Lorsque j'arrive aux écuries, Adrian est déjà là, en train de seller un immense cheval noir comme l'ébène, dos à moi. L'odeur du foin, du cheval et du crottin me monte aux narines, ce qui me rappelle ma jument Nuage.
L'endroit n'est pas complètement propre, mais on sent qu'il est tout de même entretenu et soigné. Les bassines d'eau sont claires, les bottes de paille sont rangées au fond, sans bloquer l'accès à la porte de derrière. Des bruits de mastication et de soufflements s'élèvent entre les grilles des box le long de l'allée en pierre.
Je m'approche doucement d'Adrian, sans bruit, et glisse mes bras autour de sa taille pour me coller à lui.
— Qu'est-ce que... Oh, Ciel, c'est toi, se radoucit-il. Tu m'as fait peur.
— Prêt pour la Russie ?
— Et toi ?
— On n'a pas vraiment le choix. Alors je vais prétendre être prête à quitter de nouveau un endroit que je considère comme mon foyer, pour aller dans à une destination inconnue sans aucune information pour nous guider.

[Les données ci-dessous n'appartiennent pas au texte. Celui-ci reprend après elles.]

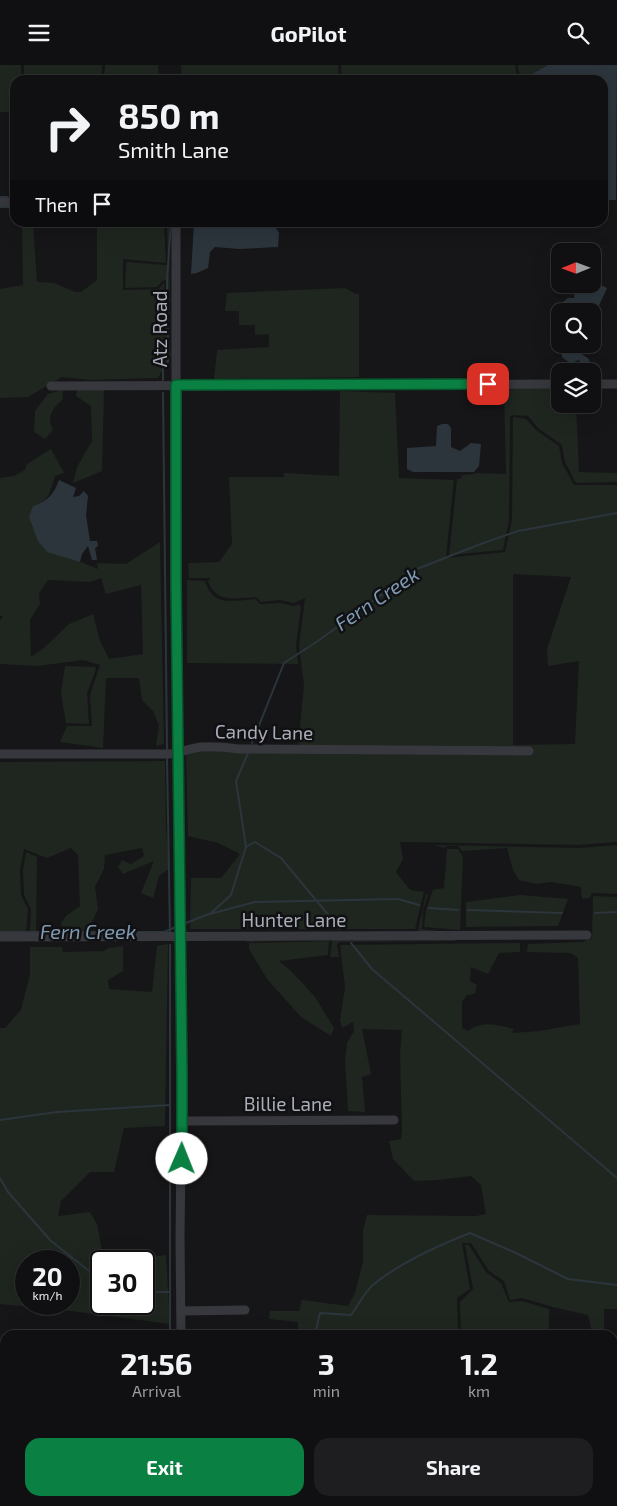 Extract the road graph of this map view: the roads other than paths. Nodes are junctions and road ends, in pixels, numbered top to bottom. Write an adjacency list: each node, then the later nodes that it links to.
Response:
1 (176, 227): 5 (street, Atz Road)
2 (551, 384): 5 (street)
3 (601, 384): 4 (street)
4 (617, 384)
5 (176, 385): 6 (street); 8 (street, Atz Road)
6 (51, 386)
7 (529, 751): 8 (street, Candy Lane)
8 (178, 753): 9 (street, Candy Lane); 11 (street, Atz Road)
9 (0, 754)
10 (587, 935): 11 (street, Hunter Lane)
11 (181, 936): 12 (street, Hunter Lane); 13 (street, Atz Road)
12 (0, 937)
13 (182, 1121): 14 (street, Billie Lane); 16 (street, Atz Road)
14 (394, 1121)
15 (244, 1310): 16 (street)
16 (181, 1311): 17 (street, Atz Road)
17 (181, 1330)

Mon prince se retourne face à moi et enroule à son tour ses mains derrière moi pour me serrer contre lui.
— On va y arriver, mon ange.
Je me sens fondre à l'entente de ce surnom. J'enfouis ma tête dans son cou, submergée par sa délicate odeur épicée, blottie sur son torse musclé, songeant que je pourrais rester ainsi des heures entières, voire des jours. Toute la vie, même.

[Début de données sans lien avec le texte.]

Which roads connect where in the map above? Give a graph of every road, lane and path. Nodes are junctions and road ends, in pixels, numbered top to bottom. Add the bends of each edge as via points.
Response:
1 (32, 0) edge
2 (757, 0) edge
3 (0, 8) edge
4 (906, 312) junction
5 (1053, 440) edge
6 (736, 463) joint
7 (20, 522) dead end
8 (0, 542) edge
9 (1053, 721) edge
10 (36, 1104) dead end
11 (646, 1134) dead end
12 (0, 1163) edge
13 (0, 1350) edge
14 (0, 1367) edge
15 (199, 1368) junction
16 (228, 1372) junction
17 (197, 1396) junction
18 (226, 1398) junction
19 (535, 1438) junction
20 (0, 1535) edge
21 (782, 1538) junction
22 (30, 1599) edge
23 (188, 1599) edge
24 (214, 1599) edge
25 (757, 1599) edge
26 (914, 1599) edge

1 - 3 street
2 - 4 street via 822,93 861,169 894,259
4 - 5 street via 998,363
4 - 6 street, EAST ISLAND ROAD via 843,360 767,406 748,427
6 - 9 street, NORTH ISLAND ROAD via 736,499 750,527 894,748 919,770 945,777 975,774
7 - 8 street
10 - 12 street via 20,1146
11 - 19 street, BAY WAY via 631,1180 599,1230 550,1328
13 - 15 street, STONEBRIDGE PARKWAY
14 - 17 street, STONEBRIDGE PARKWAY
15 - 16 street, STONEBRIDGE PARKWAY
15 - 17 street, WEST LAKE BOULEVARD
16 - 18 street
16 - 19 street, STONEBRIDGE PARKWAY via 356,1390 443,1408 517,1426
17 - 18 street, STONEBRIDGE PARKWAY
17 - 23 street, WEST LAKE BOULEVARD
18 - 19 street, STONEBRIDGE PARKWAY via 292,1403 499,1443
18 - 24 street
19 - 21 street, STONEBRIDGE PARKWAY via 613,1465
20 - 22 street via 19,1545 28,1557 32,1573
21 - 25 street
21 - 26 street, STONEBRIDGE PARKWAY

— Yanos arrive, avertit-il en s'éloignant de moi, m'arrachant à sa chaleur réconfortante.
— Salut les dragons ! plaisante le concerné en sifflotant, de bonne humeur. Milène n'est pas encore arrivée ?
— Salut, général, rigolé-je. Non, il n'y a que nous trois.
— J'aime bien le trio qu'on forme, déclare-t-il avec entrain.
— Le trio ? C'est une blague ? Ne croit pas que je t'inclus dans mon cercle d'amis, crache Adrian.
Malgré son ton empli d'animosité, je sens bien qu'il ne pense pas entièrement ce qu'il dit. Je discerne un sourire réprimé sous son air faussement dégoûté.
— Allez, votre altesse, on a dépassé le stade des chamailleries, non ? On va voyager en étroite collaboration pendant de longues semaines, il va falloir arrêter de se taper dessus.
Ma mâchoire se décroche toute seule aux paroles de Yanos. Ai-je bien entendu ? Vient-il vraiment d'enterrer la hache de guerre ? Quelle évolution !
— La voilà, remarque Adrian en fixant un point derrière l'épaule de Yanos.
Ce dernier se retourne immédiatement, son impérissable sourire fendant ses lèvres. Ses yeux se mettent à pétiller de joie quand il découvre mon amie blonde marcher tranquillement vers nous, vêtue d'une longue robe de voyage bleue et d'une cape noire en velours.
— Bonjour mademoiselle, salue le brun en s'inclinant poliment.
— Bonjour, euh... Yonas ? risque-t-elle.
— Yanos. Yanos Brussel. Ce n'est pas grave.
Il décoche un sourire charmeur qui me fait rire intérieurement. Je sens bien que Milène ne laisse pas le jeune homme indifférent, et ça me rend heureuse pour lui. Peut-être oubliera-t-il un peu l'affection qu'il a pour moi, atténuant mon sentiment de culpabilité à chaque fois que les battements de mon cœur s'accélèrent pour Adrian.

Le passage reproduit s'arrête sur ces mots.